*EXERCISE*. Please return all lines in the listing holding the word "roads".

*RECORDS FOR PROCESSING*.
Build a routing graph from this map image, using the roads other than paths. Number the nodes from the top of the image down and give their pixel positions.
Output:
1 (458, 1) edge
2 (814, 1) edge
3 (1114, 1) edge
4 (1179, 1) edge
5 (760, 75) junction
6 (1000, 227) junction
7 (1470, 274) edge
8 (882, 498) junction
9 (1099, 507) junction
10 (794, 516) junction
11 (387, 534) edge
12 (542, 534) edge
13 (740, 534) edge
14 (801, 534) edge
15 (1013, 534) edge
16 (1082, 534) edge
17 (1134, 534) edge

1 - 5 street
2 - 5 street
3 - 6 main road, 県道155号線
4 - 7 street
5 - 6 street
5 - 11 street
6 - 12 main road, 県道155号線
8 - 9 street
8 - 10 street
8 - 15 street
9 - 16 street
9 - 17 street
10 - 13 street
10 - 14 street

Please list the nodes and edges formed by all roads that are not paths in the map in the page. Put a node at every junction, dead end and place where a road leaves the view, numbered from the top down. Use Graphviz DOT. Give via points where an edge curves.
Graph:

...

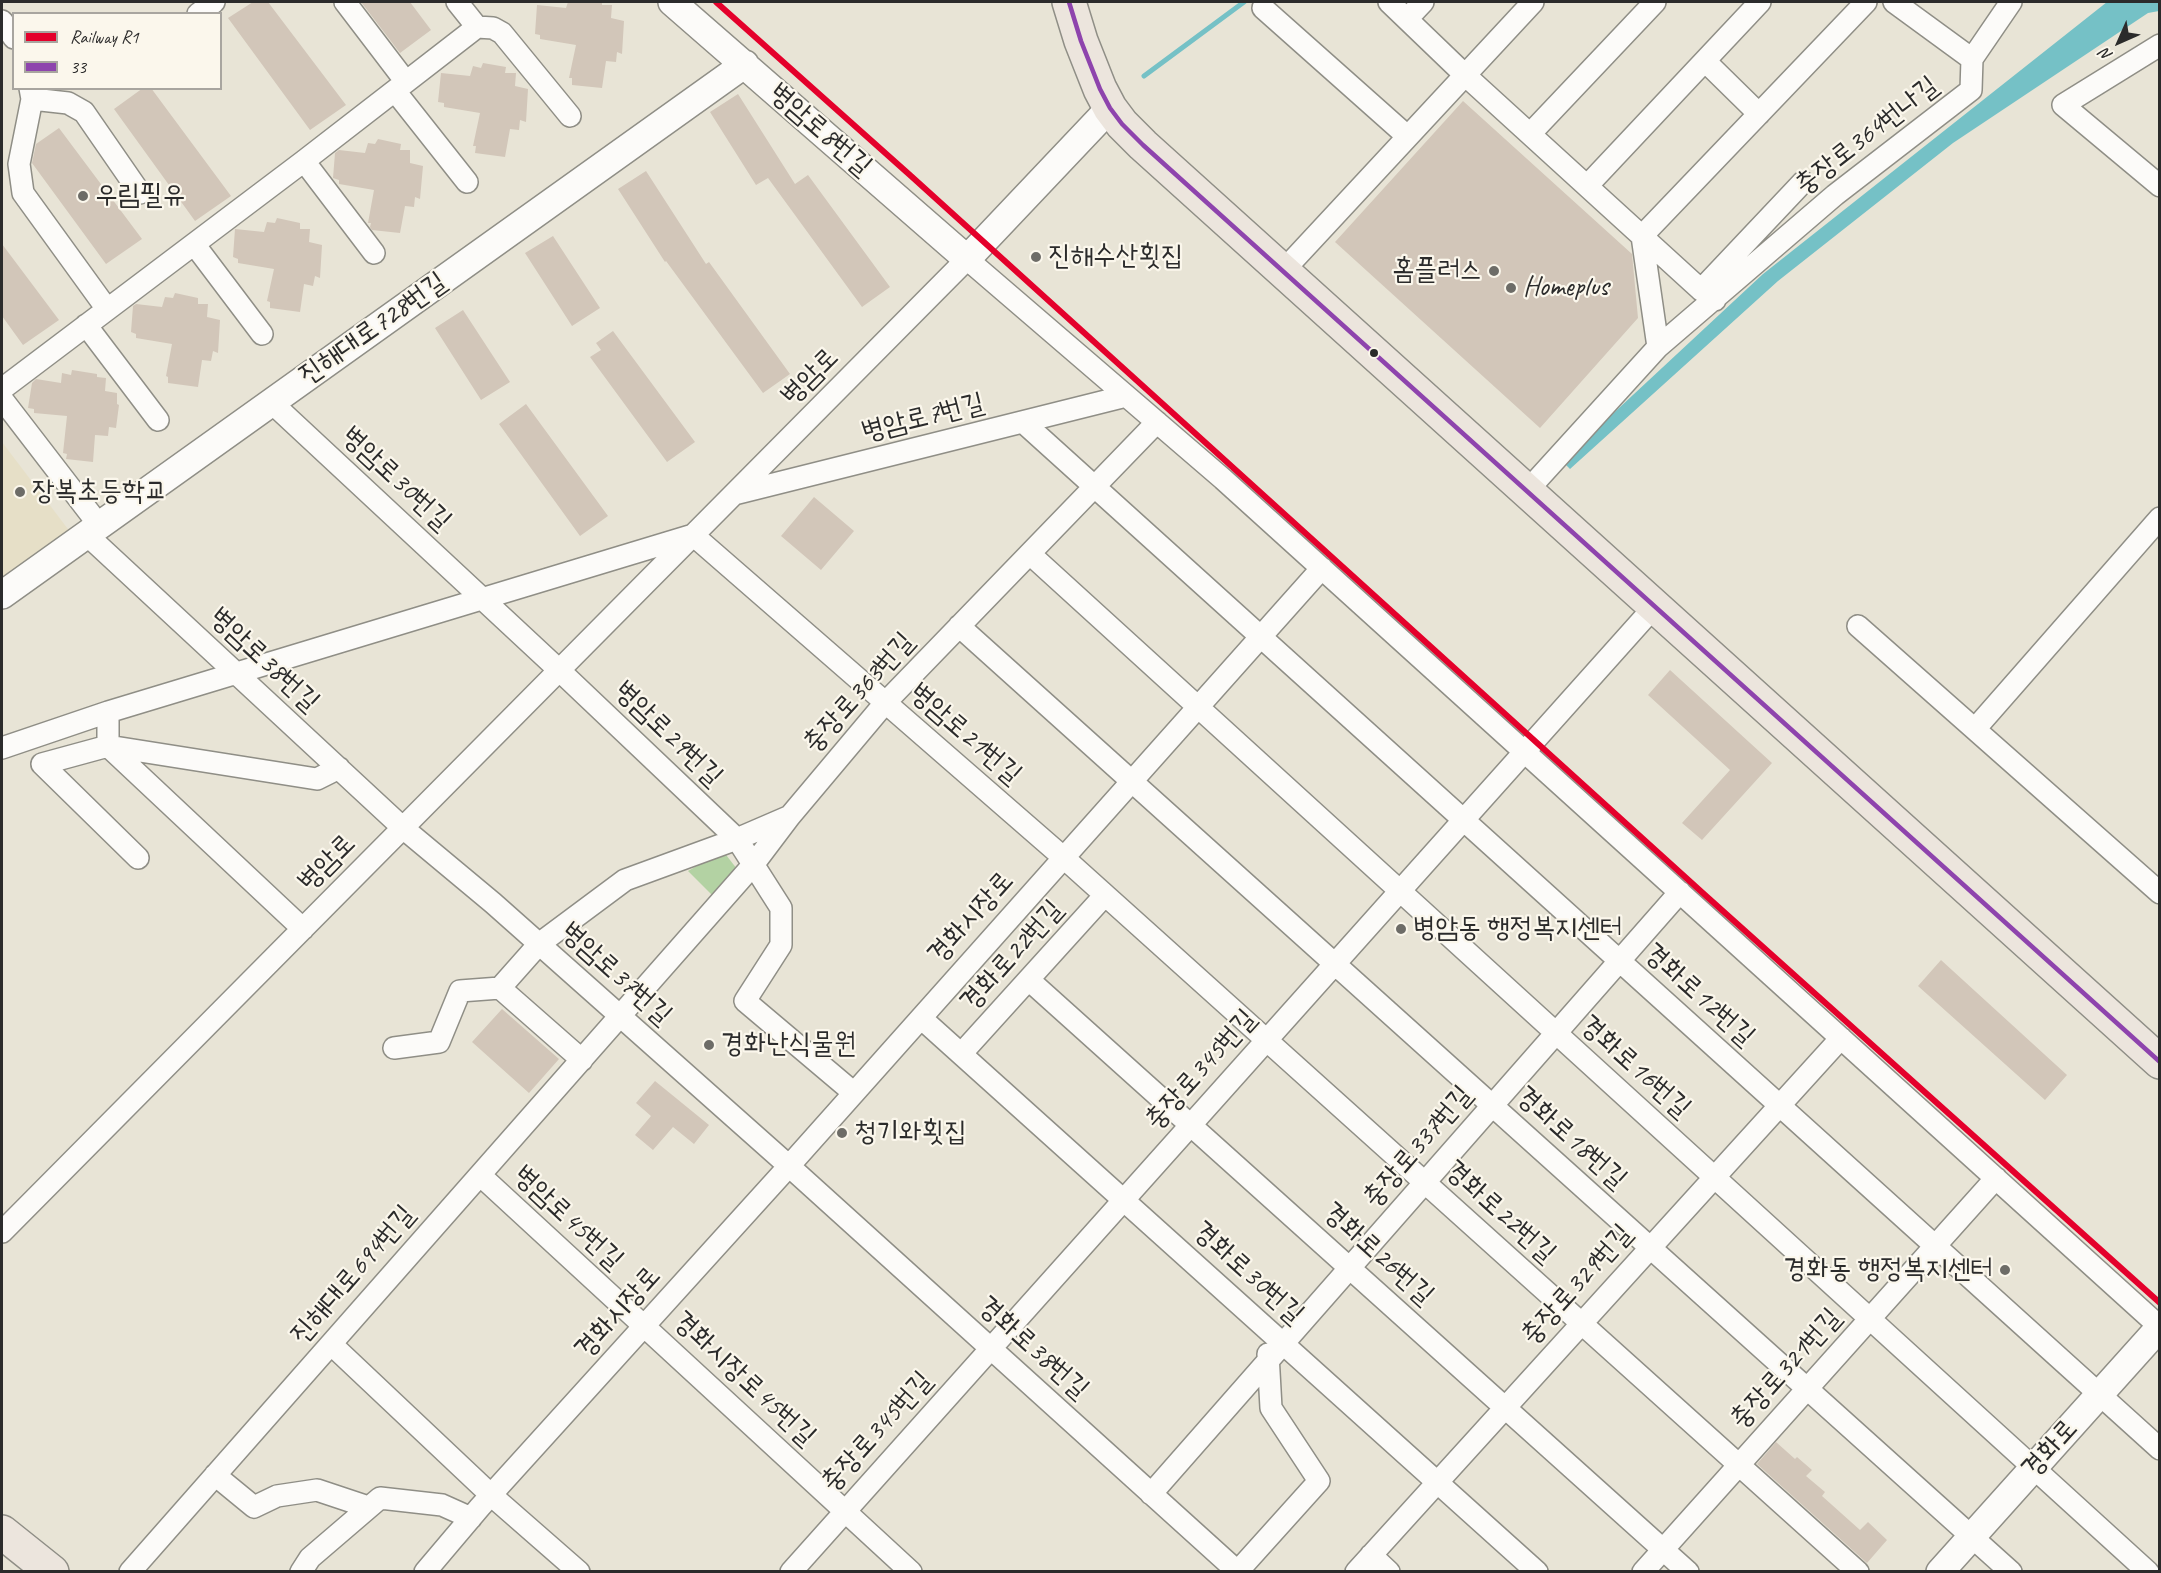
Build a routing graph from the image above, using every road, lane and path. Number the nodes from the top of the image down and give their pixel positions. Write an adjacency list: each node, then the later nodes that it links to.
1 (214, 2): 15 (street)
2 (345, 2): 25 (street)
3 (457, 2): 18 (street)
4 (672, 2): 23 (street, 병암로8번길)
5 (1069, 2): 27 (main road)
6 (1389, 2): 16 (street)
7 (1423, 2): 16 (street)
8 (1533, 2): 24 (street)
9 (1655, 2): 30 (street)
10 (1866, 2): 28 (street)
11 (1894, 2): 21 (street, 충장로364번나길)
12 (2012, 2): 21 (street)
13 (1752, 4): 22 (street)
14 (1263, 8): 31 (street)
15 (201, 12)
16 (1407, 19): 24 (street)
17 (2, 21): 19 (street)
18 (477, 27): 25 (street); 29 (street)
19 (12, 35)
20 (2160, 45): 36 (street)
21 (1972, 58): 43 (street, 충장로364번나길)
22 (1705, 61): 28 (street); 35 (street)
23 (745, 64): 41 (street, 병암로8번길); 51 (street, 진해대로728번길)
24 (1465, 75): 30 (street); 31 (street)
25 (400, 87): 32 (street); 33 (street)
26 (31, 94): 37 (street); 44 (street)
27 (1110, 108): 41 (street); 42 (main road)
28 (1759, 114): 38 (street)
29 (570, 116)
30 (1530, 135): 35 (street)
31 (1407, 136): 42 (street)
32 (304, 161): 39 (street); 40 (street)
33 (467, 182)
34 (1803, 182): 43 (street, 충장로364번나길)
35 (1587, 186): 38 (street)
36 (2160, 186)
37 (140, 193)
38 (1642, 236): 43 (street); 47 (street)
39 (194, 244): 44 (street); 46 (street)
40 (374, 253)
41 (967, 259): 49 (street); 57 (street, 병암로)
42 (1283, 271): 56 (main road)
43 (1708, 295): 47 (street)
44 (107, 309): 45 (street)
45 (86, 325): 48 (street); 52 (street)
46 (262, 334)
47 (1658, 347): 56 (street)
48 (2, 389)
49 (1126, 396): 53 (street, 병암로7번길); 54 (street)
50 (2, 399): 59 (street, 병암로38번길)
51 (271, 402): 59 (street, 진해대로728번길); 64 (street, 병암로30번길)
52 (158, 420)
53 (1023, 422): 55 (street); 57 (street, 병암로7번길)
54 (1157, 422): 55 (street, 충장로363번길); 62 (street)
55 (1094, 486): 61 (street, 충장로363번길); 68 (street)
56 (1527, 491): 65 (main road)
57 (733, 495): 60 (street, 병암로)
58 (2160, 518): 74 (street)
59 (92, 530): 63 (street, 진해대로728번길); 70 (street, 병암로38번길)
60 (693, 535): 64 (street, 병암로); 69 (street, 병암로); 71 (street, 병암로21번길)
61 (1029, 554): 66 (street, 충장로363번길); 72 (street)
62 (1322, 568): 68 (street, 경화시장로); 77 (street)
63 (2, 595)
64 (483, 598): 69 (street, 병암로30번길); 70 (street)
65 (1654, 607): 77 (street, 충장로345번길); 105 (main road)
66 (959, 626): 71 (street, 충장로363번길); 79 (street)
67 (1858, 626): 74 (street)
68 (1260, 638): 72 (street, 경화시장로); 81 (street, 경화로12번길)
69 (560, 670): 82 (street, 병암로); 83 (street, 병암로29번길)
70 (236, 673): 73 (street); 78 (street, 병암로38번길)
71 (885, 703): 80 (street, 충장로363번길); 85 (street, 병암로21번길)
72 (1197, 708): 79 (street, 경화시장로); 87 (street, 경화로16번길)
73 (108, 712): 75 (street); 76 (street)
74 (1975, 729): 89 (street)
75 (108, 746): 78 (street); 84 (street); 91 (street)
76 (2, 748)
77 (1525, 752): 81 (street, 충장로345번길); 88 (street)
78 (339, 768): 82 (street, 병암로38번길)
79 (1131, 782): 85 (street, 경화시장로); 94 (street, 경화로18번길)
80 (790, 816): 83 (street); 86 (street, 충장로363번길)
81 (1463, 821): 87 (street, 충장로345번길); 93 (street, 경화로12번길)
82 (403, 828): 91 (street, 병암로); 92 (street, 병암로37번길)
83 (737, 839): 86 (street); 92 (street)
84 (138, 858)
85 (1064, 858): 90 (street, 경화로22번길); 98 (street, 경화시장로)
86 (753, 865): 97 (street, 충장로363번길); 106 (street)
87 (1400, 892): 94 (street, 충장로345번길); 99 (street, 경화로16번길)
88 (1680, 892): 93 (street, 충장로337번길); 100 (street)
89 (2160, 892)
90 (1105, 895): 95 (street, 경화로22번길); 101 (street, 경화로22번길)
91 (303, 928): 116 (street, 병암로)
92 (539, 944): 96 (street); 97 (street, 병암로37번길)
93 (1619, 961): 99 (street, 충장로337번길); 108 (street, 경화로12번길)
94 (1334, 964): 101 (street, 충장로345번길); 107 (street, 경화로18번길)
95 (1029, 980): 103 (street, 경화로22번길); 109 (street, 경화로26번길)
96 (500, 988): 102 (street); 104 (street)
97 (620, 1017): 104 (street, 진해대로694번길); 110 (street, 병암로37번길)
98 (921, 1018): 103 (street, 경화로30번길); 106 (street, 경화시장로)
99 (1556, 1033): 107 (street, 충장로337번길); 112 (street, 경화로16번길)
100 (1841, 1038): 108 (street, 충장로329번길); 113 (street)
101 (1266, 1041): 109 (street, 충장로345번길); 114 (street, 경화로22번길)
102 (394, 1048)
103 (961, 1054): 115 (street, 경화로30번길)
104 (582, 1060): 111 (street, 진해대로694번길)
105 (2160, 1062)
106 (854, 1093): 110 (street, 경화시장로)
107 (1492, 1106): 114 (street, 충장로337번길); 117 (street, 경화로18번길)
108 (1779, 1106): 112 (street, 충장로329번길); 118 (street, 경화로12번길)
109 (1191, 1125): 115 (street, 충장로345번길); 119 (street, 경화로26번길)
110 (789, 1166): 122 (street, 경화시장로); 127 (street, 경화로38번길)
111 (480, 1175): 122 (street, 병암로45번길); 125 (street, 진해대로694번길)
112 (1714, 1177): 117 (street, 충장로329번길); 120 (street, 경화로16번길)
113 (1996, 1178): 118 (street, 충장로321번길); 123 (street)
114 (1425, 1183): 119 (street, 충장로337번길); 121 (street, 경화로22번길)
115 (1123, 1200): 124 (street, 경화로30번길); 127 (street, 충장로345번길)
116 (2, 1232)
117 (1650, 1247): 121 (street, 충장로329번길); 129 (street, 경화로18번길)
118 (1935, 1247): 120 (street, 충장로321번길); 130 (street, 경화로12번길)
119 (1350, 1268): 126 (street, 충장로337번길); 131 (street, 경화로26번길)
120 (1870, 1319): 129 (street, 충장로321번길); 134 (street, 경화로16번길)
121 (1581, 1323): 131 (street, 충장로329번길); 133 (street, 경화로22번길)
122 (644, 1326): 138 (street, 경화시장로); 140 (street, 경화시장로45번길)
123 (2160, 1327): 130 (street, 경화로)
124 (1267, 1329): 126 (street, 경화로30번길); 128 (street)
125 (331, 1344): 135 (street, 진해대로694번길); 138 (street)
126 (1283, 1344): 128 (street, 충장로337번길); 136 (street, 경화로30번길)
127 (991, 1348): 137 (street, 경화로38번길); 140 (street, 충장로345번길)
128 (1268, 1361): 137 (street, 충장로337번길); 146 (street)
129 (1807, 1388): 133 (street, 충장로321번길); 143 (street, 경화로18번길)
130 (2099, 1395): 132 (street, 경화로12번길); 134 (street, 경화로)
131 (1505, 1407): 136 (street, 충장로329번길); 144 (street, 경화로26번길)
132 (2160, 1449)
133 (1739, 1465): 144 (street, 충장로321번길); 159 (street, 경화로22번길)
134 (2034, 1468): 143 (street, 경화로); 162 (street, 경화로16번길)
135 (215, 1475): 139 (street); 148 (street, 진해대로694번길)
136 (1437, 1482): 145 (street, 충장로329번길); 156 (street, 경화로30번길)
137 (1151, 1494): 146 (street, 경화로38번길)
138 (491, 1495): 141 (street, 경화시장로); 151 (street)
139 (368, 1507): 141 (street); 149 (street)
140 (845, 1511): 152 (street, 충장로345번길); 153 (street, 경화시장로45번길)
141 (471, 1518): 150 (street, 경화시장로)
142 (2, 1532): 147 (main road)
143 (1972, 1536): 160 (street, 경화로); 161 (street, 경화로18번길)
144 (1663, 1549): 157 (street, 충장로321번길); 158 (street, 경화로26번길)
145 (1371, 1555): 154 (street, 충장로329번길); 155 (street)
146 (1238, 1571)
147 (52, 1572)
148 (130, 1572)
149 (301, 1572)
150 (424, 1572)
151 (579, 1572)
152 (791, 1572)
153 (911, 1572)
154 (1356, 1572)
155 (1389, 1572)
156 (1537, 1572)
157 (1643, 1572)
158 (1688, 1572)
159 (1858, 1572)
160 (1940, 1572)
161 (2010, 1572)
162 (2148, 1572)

*RESULT FOR THIS EXERCISE*.
Build a routing graph from this map image, using the roads other than paths. Number the nodes from the top of the image down and give their pixel positions.
Please list the nodes and edges formed by all roads that are not paths in the map in the page. Put a node at every junction, dead end and place where a road leaves the view, numbered from the top down. Use Graphviz DOT. Give via points where an edge curves.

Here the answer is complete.